(Records from a dataset)
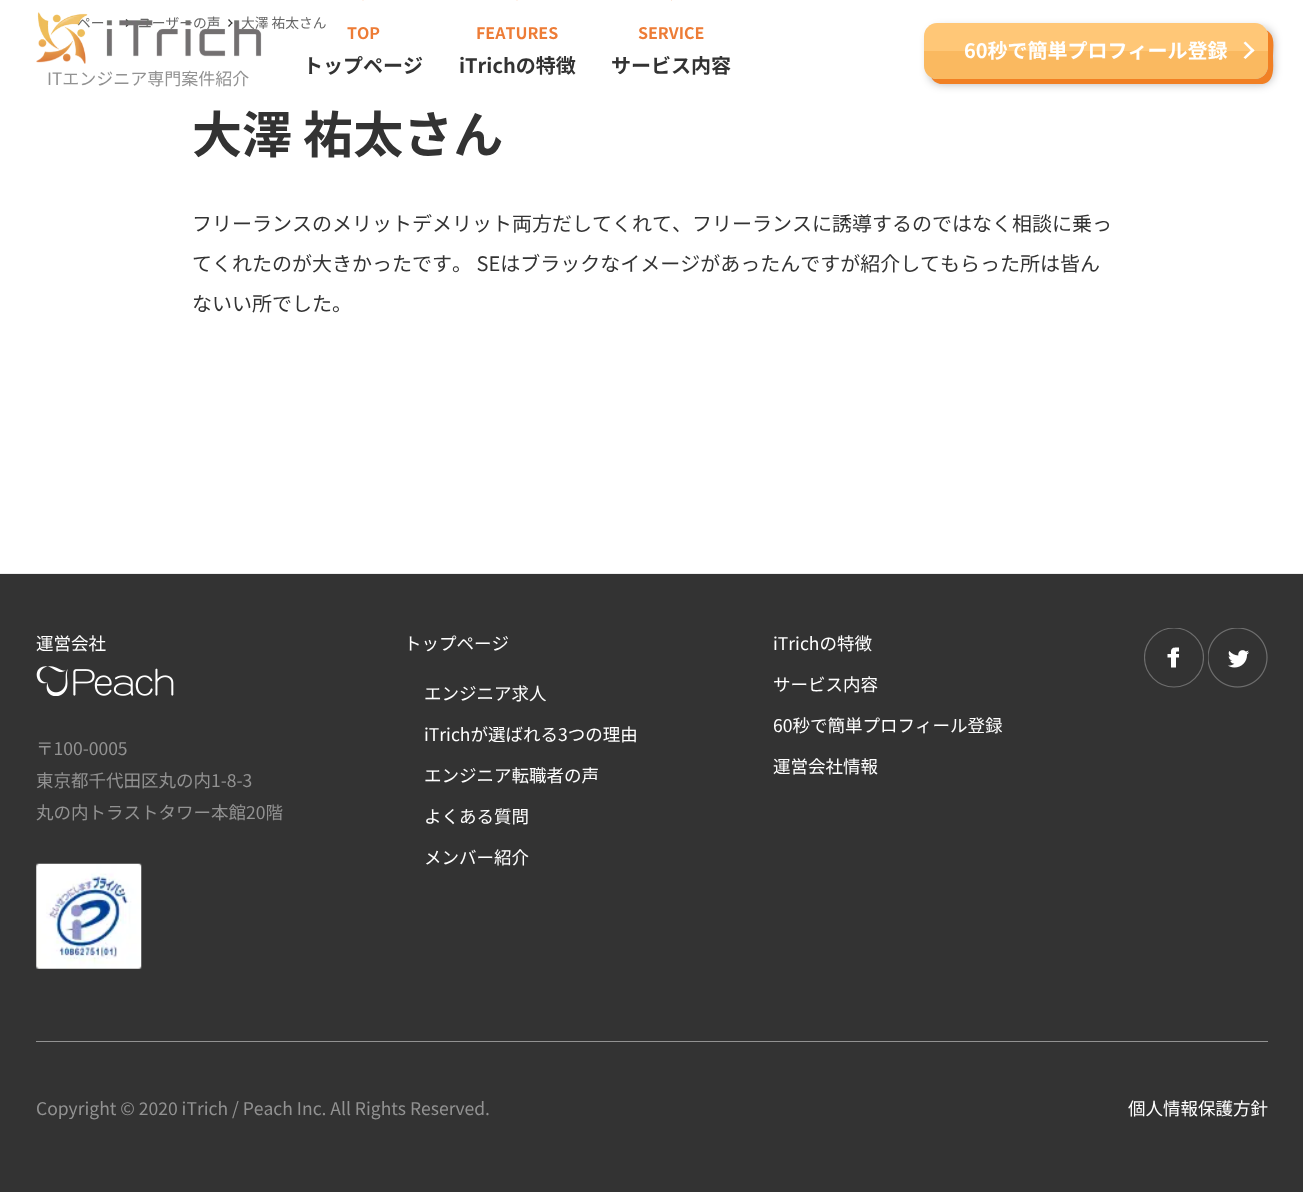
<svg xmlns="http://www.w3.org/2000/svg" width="1303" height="1192">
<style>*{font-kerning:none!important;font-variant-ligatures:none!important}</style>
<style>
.a{font:13.75px Noto Sans JP;fill:#666}
.b{font:bold 50px Noto Sans JP;fill:#333}
.c{font:20px Noto Sans JP;fill:#333}
.d{font:bold 16px Noto Sans JP;fill:#ed7c36}
.e{font:bold 20px Noto Sans JP;fill:#333}
.f{font:bold 20px Noto Sans JP;fill:#fff}
.g{font:17px Noto Sans JP;fill:#929292}
.h{font:17.5px Noto Sans JP;fill:#fff}
.i{font:17.5px Noto Sans JP;fill:#929292}
</style>
<defs>
<clipPath id="clip1"><path d="M1144 628h60v60H1144z"/></clipPath>
</defs>
<rect width="100%" height="100%" fill="#fff"/>
<path fill="#333" d="M126.5 19l4 4l-1 1l-4-4z"/>
<path fill="#333" d="M129.5 22l1 1l-4 4l-1-1z"/>
<path fill="#333" d="M229 19l3.5 4l-.5 1l-4-4z"/>
<path fill="#333" d="M232 22l.5 1l-3.5 4l-1-1z"/>
<path fill="#ed7c36" d="M363 .5l9.5-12.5h-19z"/>
<path fill="#ed7c36" d="M508-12l9 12.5l9.5-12.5z"/>
<path fill="#ed7c36" d="M671.5 .5l9.5-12.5h-19z"/>
<rect fill="#0000004d" filter="blur(5px)" x="929" y="28" width="344" height="56" rx="13"/>
<path fill="#f18024" d="M931 77c2 4 5 6 9 7h320c16 0 13-18 13-28c0-9 3-21-7-26c1 1 2 3 2 5v31c0 7-6 13-13 13h-319c-2 0-4-1-5-2z"/>
<path fill="#ffc777" d="M937 23h318c7 0 13 6 13 13v15h-344v-15c0-7 6-13 13-13z"/>
<path fill="#fab960" d="M924 51h344v15c0 7-6 13-13 13h-318c-7 0-13-6-13-13z"/>
<path fill="#fff" d="M1245.5 41.5l9 9l-2 1.5l-9-9z"/>
<path fill="#fff" d="M1252.5 48.5l2 2l-9 8.5l-2-1.5z"/>
<path fill="#eee" d="M0 573h1303v1H0z"/>
<path fill="#333" d="M0 574h1303v618H0z"/>
<image href="2.png" x="36" y="666" width="138" height="30"/>
<image href="3.png" x="36" y="863" width="106" height="106"/>
<g clip-path="url(#clip1)">
<circle fill="none" stroke="#6e6e6e" stroke-width="1.2" cx="1174" cy="657.5" r="29.5"/>
</g>
<image href="4.png" x="1208" y="628" width="60" height="60"/>
<path fill="#fff" d="M1171 654h-3.5v3.5h3.5v10h5v-10h3v-3.5h-3c0-3 0-2.5 3-2.5v-4c-3 0-8-1-8 4z"/>
<path fill="#929292" d="M36 1041h1232v1H36z"/>
<text class="a" x="77" y="28">ペー</text>
<text class="a" x="138" y="28">ユーザーの声</text>
<text class="a" x="241" y="28">大澤 祐太さん</text>
<text class="b" x="192" y="153">大澤 祐太さん</text>
<text class="c" x="192" y="231">フリーランスのメリットデメリット両方だしてくれて、フリーランスに誘導するのではなく相談に乗っ</text>
<text class="c" x="192" y="271">てくれたのが大きかったです。 SEはブラックなイメージがあったんですが紹介し</text>
<text class="c" x="920" y="271">てもらった所は皆ん</text>
<text class="c" x="192" y="311">ないい所でした。</text>
<text class="d" x="347" y="39">TOP</text>
<text class="e" x="303" y="73">トップページ</text>
<text class="d" x="476" y="39">FEATURES</text>
<text class="e" x="459" y="73">iTrichの特徴</text>
<text class="d" x="638" y="39">SERVICE</text>
<text class="e" x="611" y="73">サービス内容</text>
<text class="f" x="964" y="58">60秒で簡単プロフィール登録</text>
<image href="1.png" x="36" y="12" width="226" height="52"/>
<text class="g" x="47" y="85">ITエンジニア専門案件紹介</text>
<text class="h" x="36" y="650">運営会社</text>
<text class="i" x="36" y="755">〒100-0005</text>
<text class="i" x="36" y="787">東京都千代田区丸の内1-8-3</text>
<text class="i" x="36" y="819">丸の内トラストタワー本館20階</text>
<text class="h" x="404" y="650">トップページ</text>
<text class="h" x="424" y="700">エンジニア求人</text>
<text class="h" x="424" y="741">iTrichが選ばれる3つの理由</text>
<text class="h" x="424" y="782">エンジニア転職者の声</text>
<text class="h" x="424" y="823">よくある質問</text>
<text class="h" x="424" y="864">メンバー紹介</text>
<text class="h" x="773" y="650">iTrichの特徴</text>
<text class="h" x="773" y="691">サービス内容</text>
<text class="h" x="773" y="732">60秒で簡単プロフィール登録</text>
<text class="h" x="773" y="773">運営会社情報</text>
<text class="i" x="36" y="1115">Copyright © 2020 iTrich / Peach Inc. All Rights Reserved.</text>
<text class="h" x="1128" y="1115">個人情報保護方針</text>
</svg>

*What is expected:* Each line above that includes the word "Sans" is to be copied.

*Response area:*
.a{font:13.75px Noto Sans JP;fill:#666}
.b{font:bold 50px Noto Sans JP;fill:#333}
.c{font:20px Noto Sans JP;fill:#333}
.d{font:bold 16px Noto Sans JP;fill:#ed7c36}
.e{font:bold 20px Noto Sans JP;fill:#333}
.f{font:bold 20px Noto Sans JP;fill:#fff}
.g{font:17px Noto Sans JP;fill:#929292}
.h{font:17.5px Noto Sans JP;fill:#fff}
.i{font:17.5px Noto Sans JP;fill:#929292}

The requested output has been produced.